Khalil Gibran Muhammad

Khalil Gibran Muhammad, professor of history, race and public policy at Harvard University’s Kennedy School of Government and the Suzanne Young Murray Professor at the Radcliffe Institute for Advanced Studies, will deliver this year’s Reuben A. and Cheryl Casselberry Munday Distinguished Lecture.

His talk, “A Revitalized Black Public Sphere and the Future of American Democracy,” will take place at 4:30 p.m. Oct. 19 at the Africana Studies and Research Center.

“Professor Khalil Muhammad is an acclaimed U.S. historian and one of our foremost public intellectuals engaged in vital conversations about race, criminal justice and mass incarceration,” said Kevin Gaines, the W.E.B. Du Bois Professor of Africana Studies and History and department chair for Africana studies.

Muhammad is the former director of the Schomburg Center for Research in Black Culture, a division of the New York Public Library. The center is the world’s leading library and archive of global black history.

Muhammad’s scholarship and teaching examines the intersections of race, democracy, inequality and criminal justice in modern U.S. history. He is a contributor to a 2014 National Research Council study, “The Growth of Incarceration in the United States: Exploring Causes and Consequences,” and is the author of “The Condemnation of Blackness: Race, Crime, and the Making of Modern Urban America,” which won the 2011 John Hope Franklin Best Book award in American Studies.

His work has been featured in The New York Times, The New Yorker, The Washington Post, National Public Radio, Moyers and Company, MSNBC and C-Span.

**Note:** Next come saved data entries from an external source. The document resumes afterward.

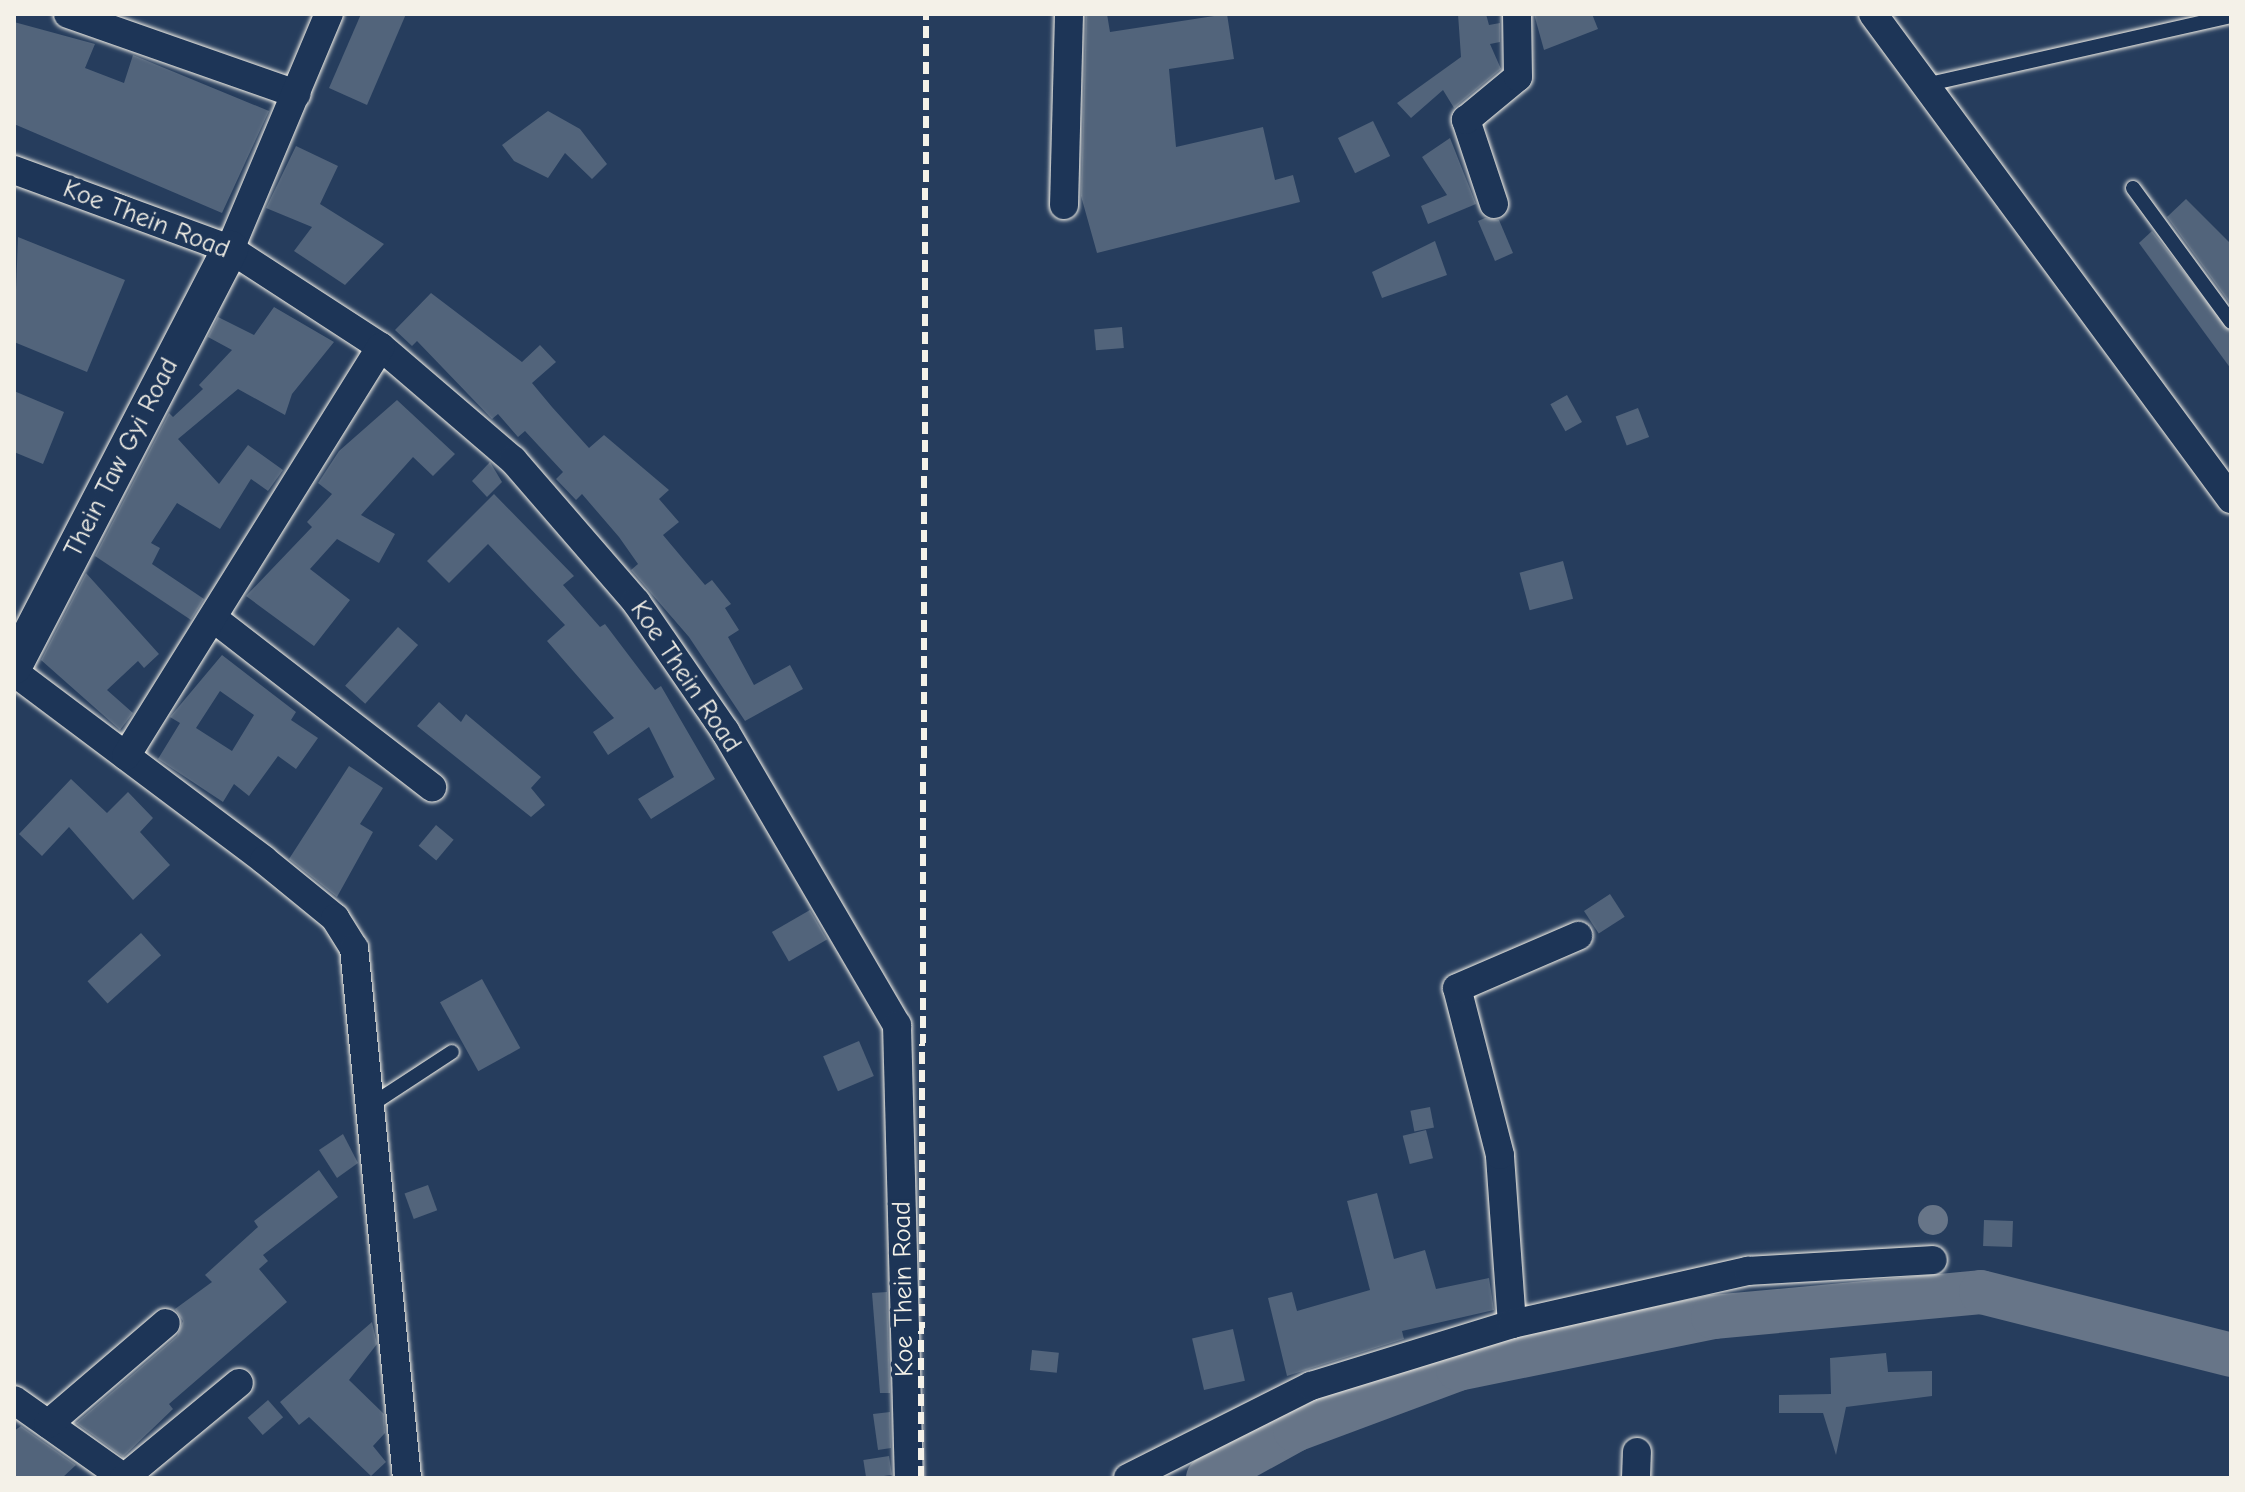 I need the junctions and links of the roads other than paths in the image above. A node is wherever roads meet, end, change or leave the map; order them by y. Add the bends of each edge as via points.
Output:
1 (68, 14) edge
2 (329, 14) edge
3 (1069, 14) edge
4 (1517, 14) edge
5 (1873, 14) edge
6 (2231, 16) edge
7 (1925, 85) junction
8 (296, 94) junction
9 (14, 170) edge
10 (2133, 188) dead end
11 (1494, 204) dead end
12 (1064, 205) dead end
13 (230, 249) junction
14 (2231, 322) edge
15 (381, 347) junction
16 (2231, 499) edge
17 (213, 618) junction
18 (14, 669) edge
19 (126, 756) junction
20 (432, 787) dead end
21 (1578, 936) dead end
22 (452, 1052) dead end
23 (374, 1103) junction
24 (1933, 1260) dead end
25 (166, 1323) dead end
26 (1512, 1324) junction
27 (239, 1383) dead end
28 (14, 1400) edge
29 (48, 1424) junction
30 (404, 1474) edge
31 (123, 1478) edge
32 (909, 1478) edge
33 (1128, 1478) edge

1 - 8 street
2 - 8 street
3 - 12 street
4 - 11 street via 1518,77 1466,120
5 - 7 street
6 - 7 lane
7 - 16 street
8 - 13 street
9 - 13 street, Koe Thein Road
10 - 14 lane
13 - 15 street, Koe Thein Road
13 - 18 street, Thein Taw Gyi Road
15 - 17 street
15 - 32 street, Koe Thein Road via 513,460 636,602 725,731 897,1025
17 - 19 street
17 - 20 street
18 - 19 street
19 - 23 street via 335,918 354,948
21 - 26 street via 1457,988 1500,1155
22 - 23 lane
23 - 30 street
24 - 26 street via 1748,1271
25 - 29 street
26 - 33 street via 1311,1386
27 - 31 street
28 - 29 street
29 - 31 street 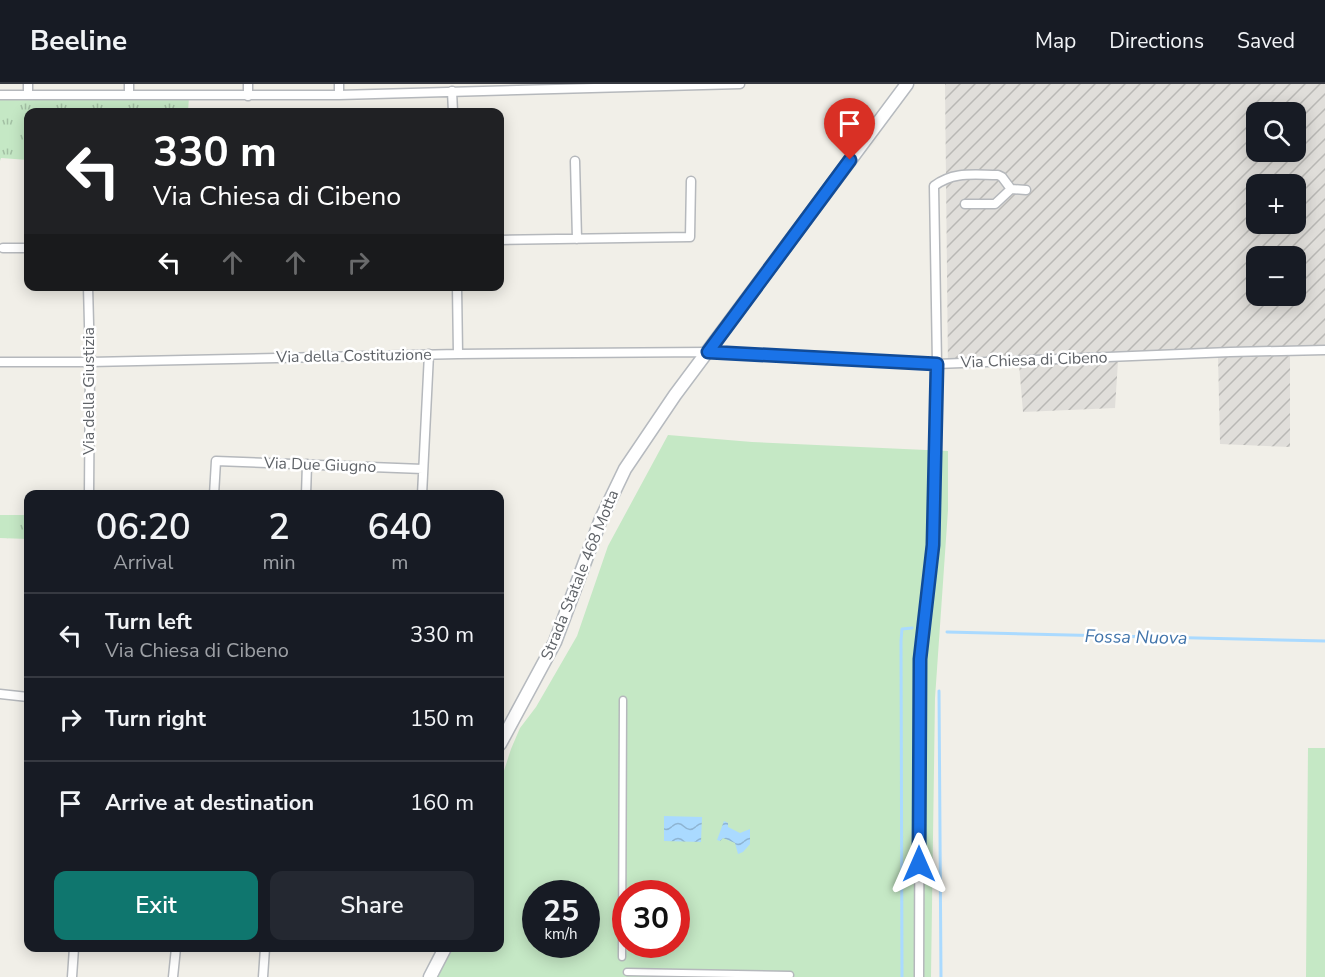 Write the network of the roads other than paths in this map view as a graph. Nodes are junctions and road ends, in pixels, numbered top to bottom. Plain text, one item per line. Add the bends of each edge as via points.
1 (28, 84) edge
2 (129, 84) edge
3 (248, 84) edge
4 (339, 84) edge
5 (740, 84) edge
6 (907, 84) edge
7 (715, 85) edge
8 (647, 86) edge
9 (512, 87) edge
10 (428, 88) edge
11 (452, 91) junction
12 (0, 95) edge
13 (28, 95) junction
14 (129, 95) junction
15 (339, 95) junction
16 (248, 96) junction
17 (453, 108) edge
18 (575, 161) dead end
19 (691, 181) dead end
20 (1011, 189) junction
21 (1026, 190) dead end
22 (965, 204) dead end
23 (577, 239) junction
24 (504, 240) edge
25 (3, 248) dead end
26 (24, 248) edge
27 (88, 291) edge
28 (458, 291) edge
29 (1325, 350) edge
30 (708, 352) junction
31 (429, 354) junction
32 (458, 354) junction
33 (90, 362) junction
34 (0, 363) edge
35 (937, 364) junction
36 (307, 464) junction
37 (423, 469) junction
38 (89, 490) edge
39 (214, 490) edge
40 (306, 490) edge
41 (422, 490) edge
42 (0, 694) edge
43 (24, 697) edge
44 (623, 700) dead end
45 (504, 737) edge
46 (622, 880) edge
47 (74, 952) edge
48 (176, 952) edge
49 (265, 952) edge
50 (443, 952) edge
51 (627, 972) dead end
52 (790, 975) dead end
53 (72, 977) edge
54 (173, 977) edge
55 (263, 977) edge
56 (430, 977) edge
57 (919, 977) edge

1 - 13 street
2 - 14 street
3 - 16 street
4 - 15 street
5 - 7 street
6 - 30 main road, Strada Statale 468 Motta
7 - 8 street
8 - 9 street
9 - 11 street
10 - 11 street
10 - 15 street
11 - 17 street
12 - 13 street
13 - 14 street
14 - 16 street
15 - 16 street
18 - 23 street
19 - 23 street via 690,237
20 - 21 street
20 - 22 street via 995,204
20 - 35 street via 998,175 958,174 934,186
23 - 24 street
25 - 26 street
27 - 33 street, Via della Giustizia
28 - 32 street
29 - 35 street, Via Chiesa di Cibeno
30 - 32 street, Via della Costituzione
30 - 35 street, Via Chiesa di Cibeno
30 - 45 main road, Strada Statale 468 Motta via 648,433 621,478 597,527 555,642
31 - 32 street, Via della Costituzione
31 - 33 street, Via della Costituzione
31 - 37 street
33 - 34 street, Via della Costituzione
33 - 38 street, Via della Giustizia
35 - 57 street via 933,545 920,659
36 - 37 street, Via Due Giugno
36 - 39 street, Via Due Giugno via 216,461
36 - 40 street
37 - 41 street
42 - 43 street
44 - 46 street
47 - 53 street
48 - 54 street
49 - 55 street
50 - 56 main road
51 - 52 street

He has appeared in documentaries, including “Slavery by Another Name” (2012) and the Oscar-nominated “13th” (2016). Muhammad was an associate editor of The Journal of American History and an Andrew W. Mellon fellow at the Vera Institute of Justice.

In 2014, Reuben A. Munday ’69, MPS ’74, and Cheryl Casselberry Munday ’72 created an endowment to support a distinguished annual lectureship at the Africana Studies and Research Center. The lectureship brings a leading scholar of African and African-American studies to the Ithaca campus annually.

Kathy Hovis is a writer for the College of Arts and Sciences.